We also get our first glimpse of a non-Hell-A in this issue. Harmony's on a roll and the Hollywood system seems untouched in its superficial glory. There's also a none too subtle mocking of reality TV shows - they're all slaves to their impulses, mindless drones to Harmony's bite only looking to capitalize on the cache of her vampire stardom. No greater philosophical interest in good and evil beyond how they can spin it and make it sell. Reality TV star Harmony is sucking the life out of her fans and they foolishly clamor for more - it makes them "feel weaker, but...that's okay". So clearly, Hollywood is still the same. So what does this mean for the consequences of After the Fall? Has Harmony been in LA the entire time and only Angel's gang were sent to an alternate LA dimension? Is that why the one outside glimpse of LA by the Asylum crew showed it as being business as usual?
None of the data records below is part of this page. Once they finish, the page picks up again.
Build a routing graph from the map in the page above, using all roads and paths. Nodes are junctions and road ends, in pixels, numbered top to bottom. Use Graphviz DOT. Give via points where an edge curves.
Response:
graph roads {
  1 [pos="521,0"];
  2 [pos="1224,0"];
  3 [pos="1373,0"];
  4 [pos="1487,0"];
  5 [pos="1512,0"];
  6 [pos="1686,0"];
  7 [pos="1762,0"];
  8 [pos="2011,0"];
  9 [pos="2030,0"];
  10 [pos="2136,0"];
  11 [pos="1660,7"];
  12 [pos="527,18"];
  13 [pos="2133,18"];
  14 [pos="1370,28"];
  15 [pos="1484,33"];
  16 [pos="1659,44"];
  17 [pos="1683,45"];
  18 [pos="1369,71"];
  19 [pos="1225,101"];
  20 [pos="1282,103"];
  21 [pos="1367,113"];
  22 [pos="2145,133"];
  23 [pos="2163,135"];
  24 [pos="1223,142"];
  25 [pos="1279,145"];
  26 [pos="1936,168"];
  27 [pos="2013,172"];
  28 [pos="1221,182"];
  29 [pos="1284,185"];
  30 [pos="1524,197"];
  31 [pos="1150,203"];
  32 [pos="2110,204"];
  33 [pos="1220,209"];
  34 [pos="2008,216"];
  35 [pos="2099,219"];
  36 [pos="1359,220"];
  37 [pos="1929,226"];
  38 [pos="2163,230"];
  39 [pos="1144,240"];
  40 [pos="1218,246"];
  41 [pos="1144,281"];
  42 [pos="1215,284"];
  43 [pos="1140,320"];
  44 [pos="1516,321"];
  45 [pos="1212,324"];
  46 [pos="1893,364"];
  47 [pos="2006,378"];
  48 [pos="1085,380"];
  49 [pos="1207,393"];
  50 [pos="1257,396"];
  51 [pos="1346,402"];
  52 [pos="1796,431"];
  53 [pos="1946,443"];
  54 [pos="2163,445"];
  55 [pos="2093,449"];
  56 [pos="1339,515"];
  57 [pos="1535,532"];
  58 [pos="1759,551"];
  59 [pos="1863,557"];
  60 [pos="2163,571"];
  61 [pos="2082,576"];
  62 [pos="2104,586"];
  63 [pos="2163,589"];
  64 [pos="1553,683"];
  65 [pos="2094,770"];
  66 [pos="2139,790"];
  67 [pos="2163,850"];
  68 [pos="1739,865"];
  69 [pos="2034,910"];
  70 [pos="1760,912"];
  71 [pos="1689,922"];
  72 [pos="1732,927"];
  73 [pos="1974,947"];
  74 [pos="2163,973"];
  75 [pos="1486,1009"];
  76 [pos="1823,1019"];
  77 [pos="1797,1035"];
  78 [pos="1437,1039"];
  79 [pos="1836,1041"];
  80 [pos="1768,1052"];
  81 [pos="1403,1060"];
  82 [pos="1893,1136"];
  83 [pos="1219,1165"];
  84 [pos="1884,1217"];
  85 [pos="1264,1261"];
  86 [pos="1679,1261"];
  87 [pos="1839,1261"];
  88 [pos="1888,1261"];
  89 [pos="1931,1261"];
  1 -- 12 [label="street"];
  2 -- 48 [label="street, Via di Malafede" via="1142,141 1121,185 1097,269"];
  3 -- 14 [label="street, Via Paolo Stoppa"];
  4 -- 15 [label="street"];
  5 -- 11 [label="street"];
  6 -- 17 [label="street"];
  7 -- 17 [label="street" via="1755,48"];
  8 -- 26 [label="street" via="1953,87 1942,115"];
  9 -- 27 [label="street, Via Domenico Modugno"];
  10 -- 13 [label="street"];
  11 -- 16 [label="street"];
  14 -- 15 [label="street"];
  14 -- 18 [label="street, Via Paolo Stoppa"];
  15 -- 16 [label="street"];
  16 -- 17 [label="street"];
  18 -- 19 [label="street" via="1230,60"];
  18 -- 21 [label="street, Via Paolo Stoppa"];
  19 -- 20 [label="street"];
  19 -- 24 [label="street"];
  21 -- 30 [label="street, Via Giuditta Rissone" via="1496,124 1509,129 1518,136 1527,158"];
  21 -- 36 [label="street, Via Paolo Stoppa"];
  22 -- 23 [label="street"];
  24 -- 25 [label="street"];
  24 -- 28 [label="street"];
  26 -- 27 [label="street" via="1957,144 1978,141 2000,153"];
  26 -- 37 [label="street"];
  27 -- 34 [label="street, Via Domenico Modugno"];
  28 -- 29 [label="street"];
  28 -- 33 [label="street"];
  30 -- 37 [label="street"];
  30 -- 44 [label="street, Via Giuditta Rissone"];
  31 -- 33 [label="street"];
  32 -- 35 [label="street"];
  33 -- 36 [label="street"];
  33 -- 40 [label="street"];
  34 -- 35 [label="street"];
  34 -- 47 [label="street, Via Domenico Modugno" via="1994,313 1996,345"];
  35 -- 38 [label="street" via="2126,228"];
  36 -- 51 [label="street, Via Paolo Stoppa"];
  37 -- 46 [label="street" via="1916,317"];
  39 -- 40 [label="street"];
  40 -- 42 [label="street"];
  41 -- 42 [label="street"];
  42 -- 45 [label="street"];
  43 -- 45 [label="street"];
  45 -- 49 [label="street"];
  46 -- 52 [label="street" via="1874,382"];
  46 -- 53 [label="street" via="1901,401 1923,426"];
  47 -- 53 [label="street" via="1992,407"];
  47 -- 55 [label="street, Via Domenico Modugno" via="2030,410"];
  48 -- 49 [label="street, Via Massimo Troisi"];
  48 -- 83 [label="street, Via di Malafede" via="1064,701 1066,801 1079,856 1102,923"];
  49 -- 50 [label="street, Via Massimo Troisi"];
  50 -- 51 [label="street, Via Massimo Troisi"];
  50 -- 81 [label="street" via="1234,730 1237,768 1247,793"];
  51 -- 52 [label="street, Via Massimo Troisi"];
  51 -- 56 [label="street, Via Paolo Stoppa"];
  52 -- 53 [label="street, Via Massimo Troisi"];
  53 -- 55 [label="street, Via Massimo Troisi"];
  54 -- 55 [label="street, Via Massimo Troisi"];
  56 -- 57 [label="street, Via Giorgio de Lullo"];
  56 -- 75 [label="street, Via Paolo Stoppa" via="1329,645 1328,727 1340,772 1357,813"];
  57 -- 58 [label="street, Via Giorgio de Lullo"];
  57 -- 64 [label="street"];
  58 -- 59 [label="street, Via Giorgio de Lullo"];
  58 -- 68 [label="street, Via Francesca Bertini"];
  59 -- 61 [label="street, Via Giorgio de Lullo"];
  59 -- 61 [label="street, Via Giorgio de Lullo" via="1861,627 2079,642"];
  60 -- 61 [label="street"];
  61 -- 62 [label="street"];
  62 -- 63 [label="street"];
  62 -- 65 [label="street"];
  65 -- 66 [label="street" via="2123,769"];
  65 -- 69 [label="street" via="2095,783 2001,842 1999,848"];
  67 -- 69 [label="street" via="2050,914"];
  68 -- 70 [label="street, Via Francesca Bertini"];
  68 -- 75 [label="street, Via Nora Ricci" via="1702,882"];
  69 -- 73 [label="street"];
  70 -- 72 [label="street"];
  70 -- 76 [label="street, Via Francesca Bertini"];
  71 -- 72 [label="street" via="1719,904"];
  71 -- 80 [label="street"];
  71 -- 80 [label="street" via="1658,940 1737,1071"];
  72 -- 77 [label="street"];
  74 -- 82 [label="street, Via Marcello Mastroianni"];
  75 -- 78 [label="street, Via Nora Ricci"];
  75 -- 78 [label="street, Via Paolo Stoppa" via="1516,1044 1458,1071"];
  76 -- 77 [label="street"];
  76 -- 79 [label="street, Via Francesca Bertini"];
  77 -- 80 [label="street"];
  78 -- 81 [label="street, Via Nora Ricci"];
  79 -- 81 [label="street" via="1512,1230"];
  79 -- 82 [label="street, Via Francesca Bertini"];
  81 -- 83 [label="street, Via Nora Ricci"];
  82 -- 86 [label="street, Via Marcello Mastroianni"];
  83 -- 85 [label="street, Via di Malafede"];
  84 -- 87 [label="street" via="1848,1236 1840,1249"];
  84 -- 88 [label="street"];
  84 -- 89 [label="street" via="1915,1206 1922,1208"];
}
Coming back to Harmony, she appears to have been continuing her 'don't kill' policy learned at W&H. Although she's modified it to limiting herself to drinking human blood straight from the source, but from willing victims. As Giles' categorized it in Into the Woods, it's "ambiguous evil" that doesn't require a slayer's full focus. Bigger fish to fry, less ambiguous evil to slay. But Senorita Slayer doesn't know about the gray morality of the underworld. And she's the one who gets caught in the crossfire. Buffy handed her a weapon she wasn't prepared to use and it ended tragically. Hello consequences.